On louera l’effort définitionnel sur le rhum, la cachaça et les autres spiritueux de canne à sucre résumé dans le tableau de la page 53 qui propose une autre typologie que celle établie par VELIER et Luca GARGANO. Nous nous délecterons, ensuite, plus avant, de la réponse drôle et si lucide de Cyrille MALD à la question qu’il pose à son lecteur en l’interpellant dans le cours de sa concentration. Qu’est-ce qu’un grand rhum ? : « Les rhums sont comme les vins : les bons se distinguent des autres par leurs qualités alors que les mauvais se ressemblent tous par leurs défauts » (p.55).
Poursuivons, cependant, les critères posés par l’auteur sans résister au plaisir de citer des tentatives de saisi de l’objet : « un grand rhum, c’est d’abord une rencontre choc avec l’inattendu, la découverte d’un nouveau territoire aromatique aussi infini qu’inconnu, qui laisse une émotion particulière. C’est une surprise et une évidence pour tous : débutants, amateurs avertis ou connaisseurs. L’impression de n’avoir jamais imaginé ni dégusté quelque chose de comparable avant, une mémoire olfactive imprimée à vie » (p.56).
On lira absolument les pages saisissantes qui suivent sur le grand rhum, complexe et riche, d’une grande élégance dans son évolution au nez et en bouche, très harmonieux dans son déploiement aromatique. « Un grand rhum incite au partage, invite ceux qui le dégustent à en découvrir toutes les facettes tant il suscite une émotion particulière et un ressenti profond qui dépassent la simple analyse sensorielle… un moment partagé mais qui implique une concentration, des instants de repli sur soi, où le silence précède l’explosion inoubliable. Une bouteille qui existera toujours, tel un nectar immortel » (p.57).

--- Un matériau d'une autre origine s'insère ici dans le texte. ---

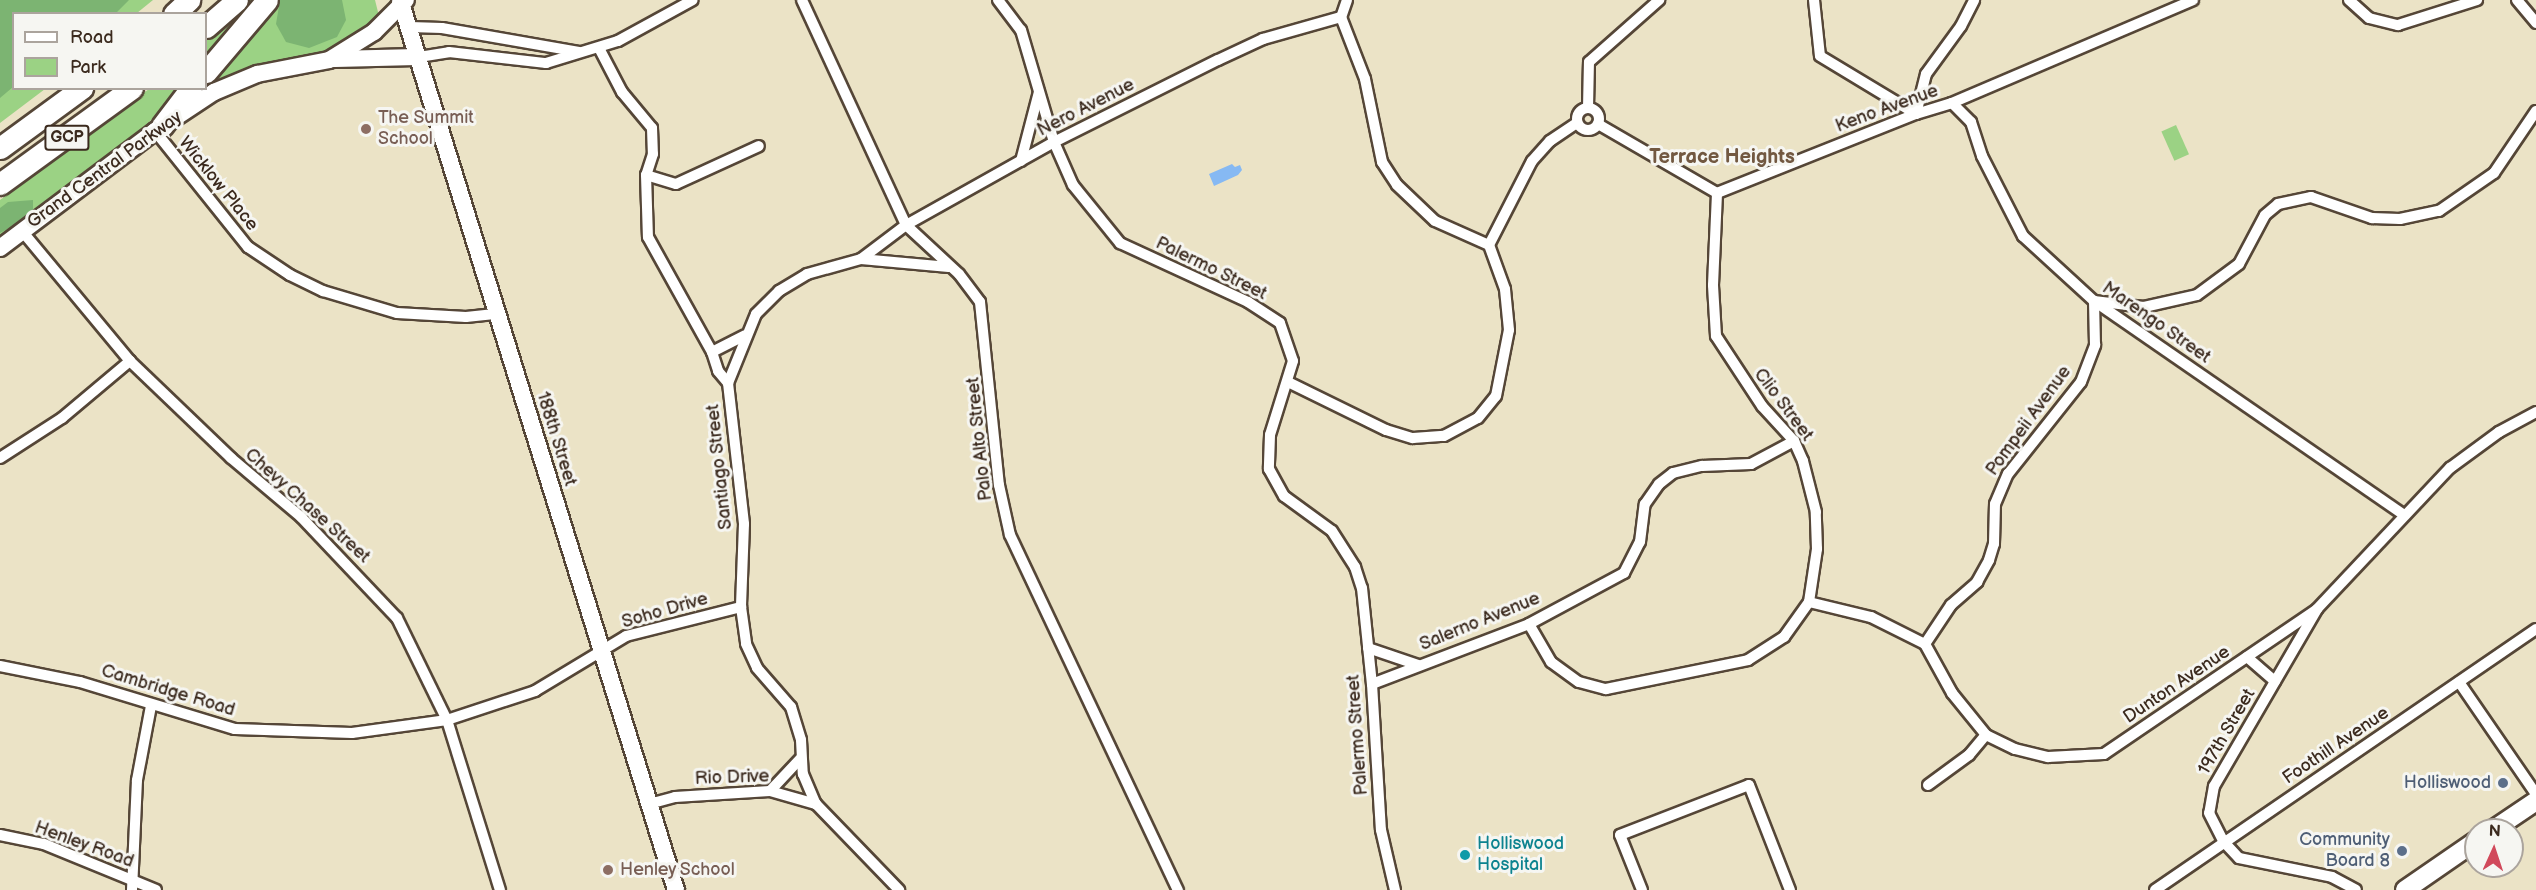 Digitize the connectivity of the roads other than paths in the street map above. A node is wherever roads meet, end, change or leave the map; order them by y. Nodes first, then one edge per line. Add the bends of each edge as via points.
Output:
1 (189, 0) edge
2 (237, 0) edge
3 (267, 0) edge
4 (693, 0) edge
5 (802, 0) edge
6 (998, 0) edge
7 (1347, 0) edge
8 (1659, 0) edge
9 (1814, 0) edge
10 (1974, 0) edge
11 (2193, 0) edge
12 (2349, 0) edge
13 (2477, 0) edge
14 (2517, 0) edge
15 (403, 1) edge
16 (176, 12) edge
17 (1341, 18) junction
18 (2536, 23) edge
19 (207, 26) edge
20 (411, 27) junction
21 (599, 48) junction
22 (582, 53) junction
23 (419, 57) junction
24 (329, 60) junction
25 (207, 71) edge
26 (79, 90) edge
27 (129, 90) edge
28 (189, 90) edge
29 (1039, 92) junction
30 (1952, 103) junction
31 (1588, 108) junction
32 (2536, 111) edge
33 (1916, 114) junction
34 (1577, 123) junction
35 (1598, 124) junction
36 (158, 129) junction
37 (1054, 142) junction
38 (759, 146) dead end
39 (0, 148) edge
40 (1021, 161) junction
41 (646, 175) junction
42 (0, 184) edge
43 (1717, 193) junction
44 (906, 225) junction
45 (22, 231) junction
46 (1490, 245) junction
47 (0, 248) edge
48 (861, 259) junction
49 (949, 267) junction
50 (2094, 301) junction
51 (497, 314) junction
52 (745, 335) junction
53 (712, 352) junction
54 (130, 361) junction
55 (728, 382) junction
56 (1288, 382) junction
57 (2536, 411) edge
58 (1794, 441) junction
59 (0, 458) edge
60 (2403, 514) junction
61 (1809, 602) junction
62 (741, 608) junction
63 (2318, 609) junction
64 (1530, 624) junction
65 (2536, 629) edge
66 (1925, 644) junction
67 (1368, 648) junction
68 (602, 653) junction
69 (2247, 657) junction
70 (1418, 665) junction
71 (0, 666) edge
72 (2275, 681) junction
73 (2458, 682) junction
74 (1372, 684) junction
75 (151, 706) junction
76 (447, 720) junction
77 (1986, 735) junction
78 (800, 759) junction
79 (1928, 785) dead end
80 (770, 791) junction
81 (2536, 794) edge
82 (2536, 801) edge
83 (649, 804) junction
84 (816, 804) junction
85 (2511, 818) edge
86 (0, 835) edge
87 (2224, 842) junction
88 (2464, 849) edge
89 (132, 884) edge
90 (156, 890) edge
91 (500, 890) edge
92 (676, 890) edge
93 (899, 890) edge
94 (1178, 890) edge
95 (1395, 890) edge
96 (1642, 890) edge
97 (1790, 890) edge
98 (2155, 890) edge
99 (2356, 890) edge
100 (2405, 890) edge

1 - 16 highway
2 - 19 highway
3 - 25 highway
4 - 21 street via 650,26
5 - 44 street, Palo Alto Street
6 - 29 street, Palermo Street via 1021,30
7 - 17 street
8 - 31 street via 1589,62
9 - 33 street via 1820,56
10 - 33 street via 1961,26 1926,74
11 - 30 street, Keno Avenue
12 - 13 street via 2369,18 2397,25
14 - 18 street
15 - 20 street, 188th Street
15 - 24 street, Grand Central Parkway via 374,32
17 - 37 street, Nero Avenue via 1263,39
17 - 46 street via 1365,79 1382,162 1397,185 1435,221
20 - 22 street via 442,28
20 - 23 street, 188th Street
21 - 22 street
21 - 41 street, Santiago Street via 622,92 652,128 653,154
22 - 23 street via 546,63 449,52
23 - 24 street
23 - 51 street, 188th Street
24 - 36 street, Grand Central Parkway via 280,68 234,82
26 - 39 highway, GCP
27 - 42 highway, GCP
28 - 36 highway
29 - 37 street, Palermo Street
29 - 40 street
30 - 33 street, Keno Avenue
30 - 50 street, Marengo Street via 1971,122 1982,156 2023,236
31 - 34 street via 1579,112
31 - 35 street via 1597,112
32 - 50 street via 2494,174 2439,211 2400,219 2372,218 2311,197 2277,204 2265,215 2239,264 2197,295 2144,307
33 - 43 street, Keno Avenue
34 - 35 street via 1589,131
34 - 46 street via 1550,141 1532,161
35 - 43 street
36 - 45 street, Grand Central Parkway
36 - 51 street, Wicklow Place via 248,247 290,275 323,291 398,313 466,317
37 - 40 street, Nero Avenue
37 - 56 street, Palermo Street via 1074,185 1120,243 1248,302 1280,323 1293,361
38 - 41 street via 676,184
40 - 44 street, Nero Avenue
41 - 53 street, Santiago Street via 648,237
43 - 58 street, Clio Street via 1713,285 1716,336 1762,406
44 - 48 street, Nero Avenue
44 - 49 street, Palo Alto Street
45 - 47 street, Grand Central Parkway
45 - 54 street, Chevy Chase Street
46 - 56 street via 1505,289 1509,330 1507,357 1496,396 1478,418 1444,436 1413,438 1386,430
48 - 49 street, Nero Avenue
48 - 52 street, Nero Avenue via 807,274 779,291 756,314
49 - 94 street, Palo Alto Street via 980,302 999,485 1010,535
50 - 60 street, Marengo Street
50 - 66 street, Pompeii Avenue via 2095,345 2081,382 2008,474 1995,504 1994,544 1989,560 1977,582 1951,605
51 - 68 street, 188th Street
52 - 53 street
52 - 55 street, Nero Avenue
53 - 55 street, Santiago Street via 718,371
54 - 59 street via 62,418
54 - 76 street, Chevy Chase Street via 231,458 301,517 375,593 397,618
55 - 62 street, Santiago Street via 746,551
56 - 67 street, Palermo Street via 1270,435 1269,469 1284,496 1319,520 1345,547 1362,588
57 - 60 street, Dunton Avenue via 2471,451
58 - 61 street, Clio Street via 1816,512 1817,549
58 - 64 street, Salerno Avenue via 1751,464 1702,466 1673,473 1659,484 1645,504 1640,542 1624,573
60 - 63 street, Dunton Avenue
61 - 64 street, Clio Street via 1784,637 1769,649 1725,667 1606,689 1564,674 1551,662
61 - 66 street via 1872,617
62 - 68 street, Soho Drive via 626,636
62 - 78 street, Santiago Street via 746,644 757,668 782,693 797,721
63 - 69 street, Dunton Avenue
63 - 72 street, 197th Street
64 - 70 street, Salerno Avenue
65 - 73 street, Foothill Avenue
66 - 77 street, Dunton Avenue via 1952,693
67 - 70 street, Salerno Avenue
67 - 74 street, Palermo Street
68 - 76 street, Cambridge Road via 535,691
68 - 83 street, 188th Street
69 - 72 street
69 - 77 street, Dunton Avenue via 2104,754 2048,757 2015,749
70 - 74 street, Salerno Avenue
71 - 75 street, Cambridge Road via 80,682
72 - 87 street, 197th Street via 2209,800 2210,821
73 - 81 street
73 - 87 street, Foothill Avenue
74 - 95 street, Palermo Street via 1381,830
75 - 76 street, Cambridge Road via 235,729 305,734 352,733
75 - 89 street via 137,780
76 - 91 street, Chevy Chase Street
77 - 79 street via 1969,755
78 - 80 street
78 - 84 street, Santiago Street
80 - 83 street, Rio Drive via 675,797
80 - 84 street, Rio Drive
82 - 85 main road
83 - 92 street, 188th Street
84 - 93 street, Santiago Street
86 - 89 street, Henley Road via 44,844
87 - 98 street, Foothill Avenue
87 - 99 street, 197th Street via 2239,858 2332,877
88 - 100 main road
89 - 90 street, Henley Road
96 - 97 street via 1620,835 1749,785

Mais Cyrille MALD ne se subsume surtout pas à un écrivain lyrique. Il se lance, plus loin, dans un exposé minutieux et détaillé de l’élaboration du rhum au sens scientifique sans omettre aucune phase : extraction, imbibition, fermentation, composition des moûts, fermentations longues, ensemencement en cuve mère. Abordant l’art de la distillation, le globetrotteur qui goûte au moins mille rhums par an recontextualise avec beaucoup de brio : « La distillation est d’abord une extraction de toutes les substances plus volatiles et plus solubles dans l’éthanol que l’eau….la salle des alambics constitue le poumon des distilleries de rhum. Il existe autant de profils aromatiques des rhums et autres spiritueux de canne que de formes d’alambic qui les façonnent….Aucune autre eau-de-vie n’utilise autant d’appareils distillatoires » (p.66).
L’un des points essentiels de ce maître ouvrage tient dans la typologie des fûts et leurs apports aromatiques (p.87). Sur les fûts français, la page 93 figure une véritable leçon de précision sur l’effet des forêts (Vosges, Bertranges, Bercé, Tronçais) sur le profil aromatique. La deuxième partie (pp.117-157) de cet opus vertigineux à consulter avec profit aussi bien au chevet qu’aux offices expose l’art de la dégustation propre au Master Ambassador à la Scotch Malt Whisky Society : « mise en éveil des sens…partage, ressentir beaucoup avec peu » (p.118).
De l’importance de l’odorat (olfaction et rétro-olfaction) à l’analyse des strates aromatiques verre à l’horizontale, à l’absence de cartographie du goût sur la langue, jusqu’au toucher de bouche, rien n’échappe au cofondateur de Rum Intelligence. Mieux, il nous dote d’une grammaire aromatique par la roue des arômes MALD-VINGTIER (p.145) qui « permet d’objectiver l’analyse des arômes et de la fonder sur les composés chimiques qui les constituent. Elle a vocation à s’appliquer de manière universelle à toutes les boissons et à s’adresser à toutes les cultures ».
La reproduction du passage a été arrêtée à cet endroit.